Chapter 45
Delsarte's Theatre and School.
When Delsarte had finished his studies, he entered the world unaided and alone; disarmed by the hostilities which could not fail to await him, by his very superiority, and by that honesty which refuses to lend itself to certain transactions.
At the Opera Comique, where he was engaged, he did not succeed. Exceptional talents require an exceptional public who can understand them and make them popular by applauding and explaining them.
And yet certain people, gifted with penetration, discovered under the artistic innovations peculiar to the beginner, that indescribable fascination which hovers round the heads of the predestined favorites of art.
Delsarte could not long confine himself to the stage, when everything connected with it was so far from sympathetic to him, and seemed so contrary to the true object of dramatic art. The theatre, to his mind, should be a school of morality; and what did he see? Authors--what would he say now-a-days?--absorbed in winning the applause of the masses, rather than in feeding them upon wholesome food or in preparing an antidote for vice and evil inclinations.

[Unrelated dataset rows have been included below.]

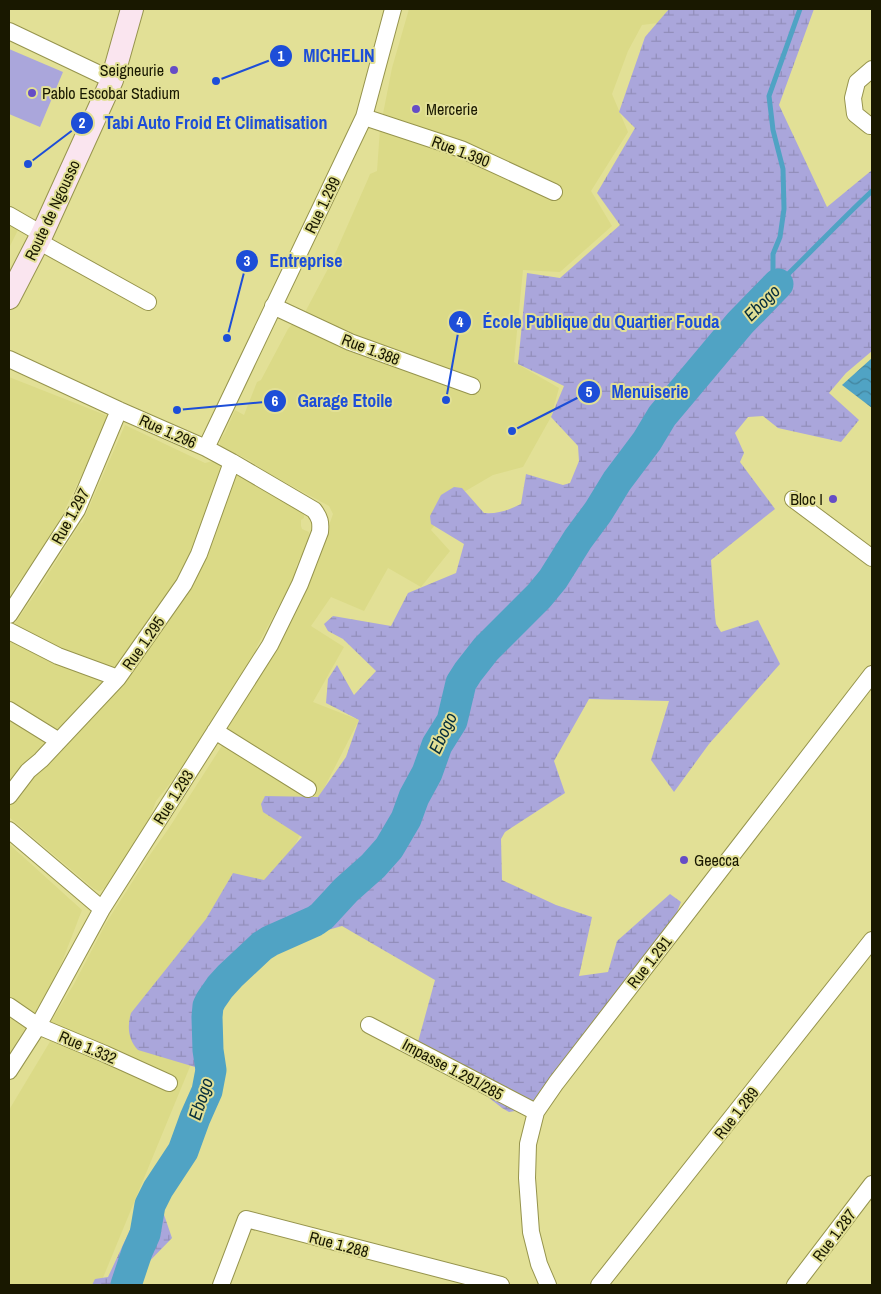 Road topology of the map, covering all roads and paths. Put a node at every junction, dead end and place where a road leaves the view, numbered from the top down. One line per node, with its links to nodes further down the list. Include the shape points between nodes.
1 (132, 9): 5 (main road, Route de Ngousso)
2 (393, 9): 6 (street, Rue 1.299)
3 (9, 31): 5 (street)
4 (872, 69): 7 (street, via 858,82 853,98 855,114)
5 (112, 80): 10 (main road, Route de Ngousso)
6 (364, 117): 8 (street, Rue 1.390, via 461,150); 13 (street, Rue 1.299)
7 (872, 125)
8 (554, 192)
9 (9, 215): 10 (street)
10 (40, 238): 11 (main road, Route de Ngousso); 12 (street)
11 (9, 298)
12 (148, 302)
13 (273, 306): 15 (street, Rue 1.388, via 350,342); 17 (street, Rue 1.299)
14 (9, 359): 16 (street, Rue 1.296)
15 (472, 386)
16 (119, 410): 17 (street, Rue 1.296); 22 (street, Rue 1.297, via 77,510)
17 (206, 448): 18 (street, Rue 1.296)
18 (232, 462): 20 (street, Rue 1.296, via 314,510); 25 (street, Rue 1.295, via 199,554 184,584)
19 (793, 499): 21 (street)
20 (319, 518): 27 (street, Rue 1.293, via 320,532 300,584 265,653)
21 (872, 558)
22 (9, 615)
23 (9, 631): 25 (street, via 58,656)
24 (872, 674): 39 (street, Rue 1.291)
25 (118, 678): 28 (street, Rue 1.295)
26 (9, 710): 28 (street)
27 (215, 732): 29 (street); 32 (street, Rue 1.293)
28 (59, 741): 30 (street, Rue 1.295)
29 (308, 789)
30 (9, 796)
31 (9, 830): 32 (street)
32 (102, 909): 36 (street, Rue 1.293)
33 (872, 940): 44 (street, Rue 1.289)
34 (9, 1006): 36 (street, Rue 1.332)
35 (370, 1025): 39 (street, Impasse 1.291/285)
36 (38, 1026): 37 (street, Rue 1.293); 38 (street, Rue 1.332)
37 (9, 1070)
38 (169, 1083)
39 (536, 1112): 43 (street, Rue 1.291, via 528,1144 527,1178 531,1232)
40 (872, 1184): 45 (street, Rue 1.287)
41 (221, 1285): 42 (street, Rue 1.288, via 246,1219)
42 (501, 1285)
43 (548, 1285)
44 (599, 1285)
45 (795, 1285)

Whatever good intentions happened to be mingled with the play were lost in the details of the action--or in the often mischievous interpretation of the actors. With his wonderful perspicacity, Delsarte seemed to foresee all the excesses of naturalism in certain forerunners of Adolphe Belot and Emile Zola.
On the other hand, his comrades, who should have attracted him, showed themselves to be envious and malicious. To sum it all up, it was very hard for him to live with them. Some of them might please him by their simple gaiety, their childlike ease, their lack of affectation, and their amiability, but they were far from satisfying his lofty aspirations!
An occupation of a higher order, he thought, the elaboration of his method, demanded his thoughts. He seemed haunted by a desire to produce what his spirit had conceived. He longed fully to enjoy that happiness of creation that arises from useful discovery. He aspired to say: "In accomplishing the task which I set myself, I have also done much for art and artists."
Swayed by such thoughts, François Delsarte soon left the profession of actor to follow that of teacher of singing and elocution. Then he found himself in his element and, as it were, at the centre of all that attracted him. His teaching enabled him to verify the value of his axioms hourly, in the order of facts and to confirm the truth of his observations.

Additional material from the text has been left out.